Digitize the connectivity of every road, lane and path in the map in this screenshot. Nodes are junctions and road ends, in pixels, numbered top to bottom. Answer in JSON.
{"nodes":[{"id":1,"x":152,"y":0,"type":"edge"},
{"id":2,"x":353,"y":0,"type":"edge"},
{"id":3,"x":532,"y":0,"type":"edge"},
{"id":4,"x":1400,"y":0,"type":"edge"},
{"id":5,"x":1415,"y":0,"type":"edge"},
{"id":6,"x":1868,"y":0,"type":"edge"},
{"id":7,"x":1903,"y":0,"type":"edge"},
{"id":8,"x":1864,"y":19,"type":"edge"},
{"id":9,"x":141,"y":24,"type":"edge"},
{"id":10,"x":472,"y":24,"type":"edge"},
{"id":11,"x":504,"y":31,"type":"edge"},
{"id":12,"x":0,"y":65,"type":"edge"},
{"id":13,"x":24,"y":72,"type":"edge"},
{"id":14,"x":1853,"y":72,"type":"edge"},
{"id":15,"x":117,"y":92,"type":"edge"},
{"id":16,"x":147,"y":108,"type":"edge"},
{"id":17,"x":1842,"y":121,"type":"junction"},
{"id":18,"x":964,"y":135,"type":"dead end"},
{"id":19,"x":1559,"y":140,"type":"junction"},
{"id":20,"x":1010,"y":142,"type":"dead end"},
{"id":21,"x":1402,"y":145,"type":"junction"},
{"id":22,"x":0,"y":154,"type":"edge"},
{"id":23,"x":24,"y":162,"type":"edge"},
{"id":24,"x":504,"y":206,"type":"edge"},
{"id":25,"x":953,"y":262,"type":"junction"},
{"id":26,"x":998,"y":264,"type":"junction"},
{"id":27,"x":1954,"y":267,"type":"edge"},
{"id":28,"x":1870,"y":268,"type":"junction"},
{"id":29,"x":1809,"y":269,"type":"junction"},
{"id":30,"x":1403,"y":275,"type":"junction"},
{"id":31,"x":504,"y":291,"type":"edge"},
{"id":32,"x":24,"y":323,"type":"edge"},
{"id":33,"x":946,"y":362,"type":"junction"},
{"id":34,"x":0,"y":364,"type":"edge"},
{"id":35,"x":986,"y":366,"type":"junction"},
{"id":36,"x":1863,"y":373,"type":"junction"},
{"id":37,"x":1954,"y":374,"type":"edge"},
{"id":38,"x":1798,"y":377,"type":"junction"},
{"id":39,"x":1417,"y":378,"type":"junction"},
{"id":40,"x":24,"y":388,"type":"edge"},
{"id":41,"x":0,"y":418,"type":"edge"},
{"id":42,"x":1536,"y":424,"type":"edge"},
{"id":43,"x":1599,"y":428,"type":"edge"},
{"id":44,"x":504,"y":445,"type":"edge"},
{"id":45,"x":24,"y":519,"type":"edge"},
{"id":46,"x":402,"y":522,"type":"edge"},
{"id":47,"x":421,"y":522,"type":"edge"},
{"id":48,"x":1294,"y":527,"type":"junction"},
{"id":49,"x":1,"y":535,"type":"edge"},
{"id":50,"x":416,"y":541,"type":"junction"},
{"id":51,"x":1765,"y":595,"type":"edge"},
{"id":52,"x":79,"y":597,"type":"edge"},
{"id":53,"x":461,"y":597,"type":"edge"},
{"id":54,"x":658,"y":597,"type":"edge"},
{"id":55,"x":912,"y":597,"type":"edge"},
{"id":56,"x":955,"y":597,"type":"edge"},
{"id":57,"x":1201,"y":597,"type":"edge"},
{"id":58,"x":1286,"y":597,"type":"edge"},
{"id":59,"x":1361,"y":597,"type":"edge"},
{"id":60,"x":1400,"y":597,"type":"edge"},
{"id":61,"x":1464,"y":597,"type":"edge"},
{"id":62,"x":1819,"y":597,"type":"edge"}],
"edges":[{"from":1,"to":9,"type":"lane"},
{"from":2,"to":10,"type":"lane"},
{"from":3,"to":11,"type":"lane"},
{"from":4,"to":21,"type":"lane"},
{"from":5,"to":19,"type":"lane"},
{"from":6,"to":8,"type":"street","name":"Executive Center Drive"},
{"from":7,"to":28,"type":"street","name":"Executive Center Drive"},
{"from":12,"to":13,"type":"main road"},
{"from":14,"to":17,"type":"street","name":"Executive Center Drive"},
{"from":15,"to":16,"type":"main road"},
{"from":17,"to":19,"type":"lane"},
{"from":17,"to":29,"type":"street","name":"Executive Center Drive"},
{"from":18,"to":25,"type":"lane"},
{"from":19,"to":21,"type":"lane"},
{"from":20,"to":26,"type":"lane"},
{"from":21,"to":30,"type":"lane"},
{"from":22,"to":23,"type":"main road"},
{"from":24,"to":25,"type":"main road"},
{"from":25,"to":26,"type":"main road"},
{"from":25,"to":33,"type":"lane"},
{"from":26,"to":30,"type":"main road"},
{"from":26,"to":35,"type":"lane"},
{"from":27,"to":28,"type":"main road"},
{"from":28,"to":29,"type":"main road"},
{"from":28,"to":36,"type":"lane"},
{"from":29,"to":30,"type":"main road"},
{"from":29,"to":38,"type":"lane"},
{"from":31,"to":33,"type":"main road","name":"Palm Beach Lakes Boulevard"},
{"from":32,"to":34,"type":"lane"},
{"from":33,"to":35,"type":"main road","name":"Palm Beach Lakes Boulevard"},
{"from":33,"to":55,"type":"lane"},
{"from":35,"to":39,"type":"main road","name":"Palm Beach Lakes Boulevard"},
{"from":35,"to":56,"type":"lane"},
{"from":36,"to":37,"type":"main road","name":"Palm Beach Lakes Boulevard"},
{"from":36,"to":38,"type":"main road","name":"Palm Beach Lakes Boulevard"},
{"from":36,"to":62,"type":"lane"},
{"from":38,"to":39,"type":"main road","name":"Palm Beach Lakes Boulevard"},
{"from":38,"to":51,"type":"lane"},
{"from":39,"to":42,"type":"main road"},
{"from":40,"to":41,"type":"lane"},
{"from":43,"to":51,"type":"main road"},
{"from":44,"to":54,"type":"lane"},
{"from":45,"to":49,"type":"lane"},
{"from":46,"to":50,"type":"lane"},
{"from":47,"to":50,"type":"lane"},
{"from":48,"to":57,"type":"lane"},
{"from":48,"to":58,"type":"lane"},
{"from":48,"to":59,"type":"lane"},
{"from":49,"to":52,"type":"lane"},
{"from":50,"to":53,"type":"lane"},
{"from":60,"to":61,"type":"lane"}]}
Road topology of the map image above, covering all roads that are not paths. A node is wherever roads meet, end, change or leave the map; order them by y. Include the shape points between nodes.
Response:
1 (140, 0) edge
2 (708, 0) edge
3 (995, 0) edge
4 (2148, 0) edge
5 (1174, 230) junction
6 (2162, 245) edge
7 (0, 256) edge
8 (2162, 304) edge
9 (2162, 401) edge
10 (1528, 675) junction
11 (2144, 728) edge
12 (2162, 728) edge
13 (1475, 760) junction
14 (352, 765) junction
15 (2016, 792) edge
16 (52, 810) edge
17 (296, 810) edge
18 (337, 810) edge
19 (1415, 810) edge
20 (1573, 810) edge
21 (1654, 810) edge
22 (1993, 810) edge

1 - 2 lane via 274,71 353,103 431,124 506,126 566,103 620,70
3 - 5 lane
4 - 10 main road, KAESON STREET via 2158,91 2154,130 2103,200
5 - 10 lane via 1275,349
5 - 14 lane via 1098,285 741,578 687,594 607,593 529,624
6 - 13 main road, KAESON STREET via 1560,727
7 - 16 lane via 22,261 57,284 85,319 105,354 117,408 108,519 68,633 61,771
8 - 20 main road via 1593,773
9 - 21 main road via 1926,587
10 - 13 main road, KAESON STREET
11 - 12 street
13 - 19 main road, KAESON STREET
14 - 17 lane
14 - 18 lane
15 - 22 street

+++

*ACTIVITY:* Output the listing above in its entirety, exactly as given.

*OUTPUT:*
Digitize the connectivity of every road, lane and path in the map in this screenshot. Nodes are junctions and road ends, in pixels, numbered top to bottom. Answer in JSON.
{"nodes":[{"id":1,"x":152,"y":0,"type":"edge"},
{"id":2,"x":353,"y":0,"type":"edge"},
{"id":3,"x":532,"y":0,"type":"edge"},
{"id":4,"x":1400,"y":0,"type":"edge"},
{"id":5,"x":1415,"y":0,"type":"edge"},
{"id":6,"x":1868,"y":0,"type":"edge"},
{"id":7,"x":1903,"y":0,"type":"edge"},
{"id":8,"x":1864,"y":19,"type":"edge"},
{"id":9,"x":141,"y":24,"type":"edge"},
{"id":10,"x":472,"y":24,"type":"edge"},
{"id":11,"x":504,"y":31,"type":"edge"},
{"id":12,"x":0,"y":65,"type":"edge"},
{"id":13,"x":24,"y":72,"type":"edge"},
{"id":14,"x":1853,"y":72,"type":"edge"},
{"id":15,"x":117,"y":92,"type":"edge"},
{"id":16,"x":147,"y":108,"type":"edge"},
{"id":17,"x":1842,"y":121,"type":"junction"},
{"id":18,"x":964,"y":135,"type":"dead end"},
{"id":19,"x":1559,"y":140,"type":"junction"},
{"id":20,"x":1010,"y":142,"type":"dead end"},
{"id":21,"x":1402,"y":145,"type":"junction"},
{"id":22,"x":0,"y":154,"type":"edge"},
{"id":23,"x":24,"y":162,"type":"edge"},
{"id":24,"x":504,"y":206,"type":"edge"},
{"id":25,"x":953,"y":262,"type":"junction"},
{"id":26,"x":998,"y":264,"type":"junction"},
{"id":27,"x":1954,"y":267,"type":"edge"},
{"id":28,"x":1870,"y":268,"type":"junction"},
{"id":29,"x":1809,"y":269,"type":"junction"},
{"id":30,"x":1403,"y":275,"type":"junction"},
{"id":31,"x":504,"y":291,"type":"edge"},
{"id":32,"x":24,"y":323,"type":"edge"},
{"id":33,"x":946,"y":362,"type":"junction"},
{"id":34,"x":0,"y":364,"type":"edge"},
{"id":35,"x":986,"y":366,"type":"junction"},
{"id":36,"x":1863,"y":373,"type":"junction"},
{"id":37,"x":1954,"y":374,"type":"edge"},
{"id":38,"x":1798,"y":377,"type":"junction"},
{"id":39,"x":1417,"y":378,"type":"junction"},
{"id":40,"x":24,"y":388,"type":"edge"},
{"id":41,"x":0,"y":418,"type":"edge"},
{"id":42,"x":1536,"y":424,"type":"edge"},
{"id":43,"x":1599,"y":428,"type":"edge"},
{"id":44,"x":504,"y":445,"type":"edge"},
{"id":45,"x":24,"y":519,"type":"edge"},
{"id":46,"x":402,"y":522,"type":"edge"},
{"id":47,"x":421,"y":522,"type":"edge"},
{"id":48,"x":1294,"y":527,"type":"junction"},
{"id":49,"x":1,"y":535,"type":"edge"},
{"id":50,"x":416,"y":541,"type":"junction"},
{"id":51,"x":1765,"y":595,"type":"edge"},
{"id":52,"x":79,"y":597,"type":"edge"},
{"id":53,"x":461,"y":597,"type":"edge"},
{"id":54,"x":658,"y":597,"type":"edge"},
{"id":55,"x":912,"y":597,"type":"edge"},
{"id":56,"x":955,"y":597,"type":"edge"},
{"id":57,"x":1201,"y":597,"type":"edge"},
{"id":58,"x":1286,"y":597,"type":"edge"},
{"id":59,"x":1361,"y":597,"type":"edge"},
{"id":60,"x":1400,"y":597,"type":"edge"},
{"id":61,"x":1464,"y":597,"type":"edge"},
{"id":62,"x":1819,"y":597,"type":"edge"}],
"edges":[{"from":1,"to":9,"type":"lane"},
{"from":2,"to":10,"type":"lane"},
{"from":3,"to":11,"type":"lane"},
{"from":4,"to":21,"type":"lane"},
{"from":5,"to":19,"type":"lane"},
{"from":6,"to":8,"type":"street","name":"Executive Center Drive"},
{"from":7,"to":28,"type":"street","name":"Executive Center Drive"},
{"from":12,"to":13,"type":"main road"},
{"from":14,"to":17,"type":"street","name":"Executive Center Drive"},
{"from":15,"to":16,"type":"main road"},
{"from":17,"to":19,"type":"lane"},
{"from":17,"to":29,"type":"street","name":"Executive Center Drive"},
{"from":18,"to":25,"type":"lane"},
{"from":19,"to":21,"type":"lane"},
{"from":20,"to":26,"type":"lane"},
{"from":21,"to":30,"type":"lane"},
{"from":22,"to":23,"type":"main road"},
{"from":24,"to":25,"type":"main road"},
{"from":25,"to":26,"type":"main road"},
{"from":25,"to":33,"type":"lane"},
{"from":26,"to":30,"type":"main road"},
{"from":26,"to":35,"type":"lane"},
{"from":27,"to":28,"type":"main road"},
{"from":28,"to":29,"type":"main road"},
{"from":28,"to":36,"type":"lane"},
{"from":29,"to":30,"type":"main road"},
{"from":29,"to":38,"type":"lane"},
{"from":31,"to":33,"type":"main road","name":"Palm Beach Lakes Boulevard"},
{"from":32,"to":34,"type":"lane"},
{"from":33,"to":35,"type":"main road","name":"Palm Beach Lakes Boulevard"},
{"from":33,"to":55,"type":"lane"},
{"from":35,"to":39,"type":"main road","name":"Palm Beach Lakes Boulevard"},
{"from":35,"to":56,"type":"lane"},
{"from":36,"to":37,"type":"main road","name":"Palm Beach Lakes Boulevard"},
{"from":36,"to":38,"type":"main road","name":"Palm Beach Lakes Boulevard"},
{"from":36,"to":62,"type":"lane"},
{"from":38,"to":39,"type":"main road","name":"Palm Beach Lakes Boulevard"},
{"from":38,"to":51,"type":"lane"},
{"from":39,"to":42,"type":"main road"},
{"from":40,"to":41,"type":"lane"},
{"from":43,"to":51,"type":"main road"},
{"from":44,"to":54,"type":"lane"},
{"from":45,"to":49,"type":"lane"},
{"from":46,"to":50,"type":"lane"},
{"from":47,"to":50,"type":"lane"},
{"from":48,"to":57,"type":"lane"},
{"from":48,"to":58,"type":"lane"},
{"from":48,"to":59,"type":"lane"},
{"from":49,"to":52,"type":"lane"},
{"from":50,"to":53,"type":"lane"},
{"from":60,"to":61,"type":"lane"}]}
Road topology of the map image above, covering all roads that are not paths. A node is wherever roads meet, end, change or leave the map; order them by y. Include the shape points between nodes.
Response:
1 (140, 0) edge
2 (708, 0) edge
3 (995, 0) edge
4 (2148, 0) edge
5 (1174, 230) junction
6 (2162, 245) edge
7 (0, 256) edge
8 (2162, 304) edge
9 (2162, 401) edge
10 (1528, 675) junction
11 (2144, 728) edge
12 (2162, 728) edge
13 (1475, 760) junction
14 (352, 765) junction
15 (2016, 792) edge
16 (52, 810) edge
17 (296, 810) edge
18 (337, 810) edge
19 (1415, 810) edge
20 (1573, 810) edge
21 (1654, 810) edge
22 (1993, 810) edge

1 - 2 lane via 274,71 353,103 431,124 506,126 566,103 620,70
3 - 5 lane
4 - 10 main road, KAESON STREET via 2158,91 2154,130 2103,200
5 - 10 lane via 1275,349
5 - 14 lane via 1098,285 741,578 687,594 607,593 529,624
6 - 13 main road, KAESON STREET via 1560,727
7 - 16 lane via 22,261 57,284 85,319 105,354 117,408 108,519 68,633 61,771
8 - 20 main road via 1593,773
9 - 21 main road via 1926,587
10 - 13 main road, KAESON STREET
11 - 12 street
13 - 19 main road, KAESON STREET
14 - 17 lane
14 - 18 lane
15 - 22 street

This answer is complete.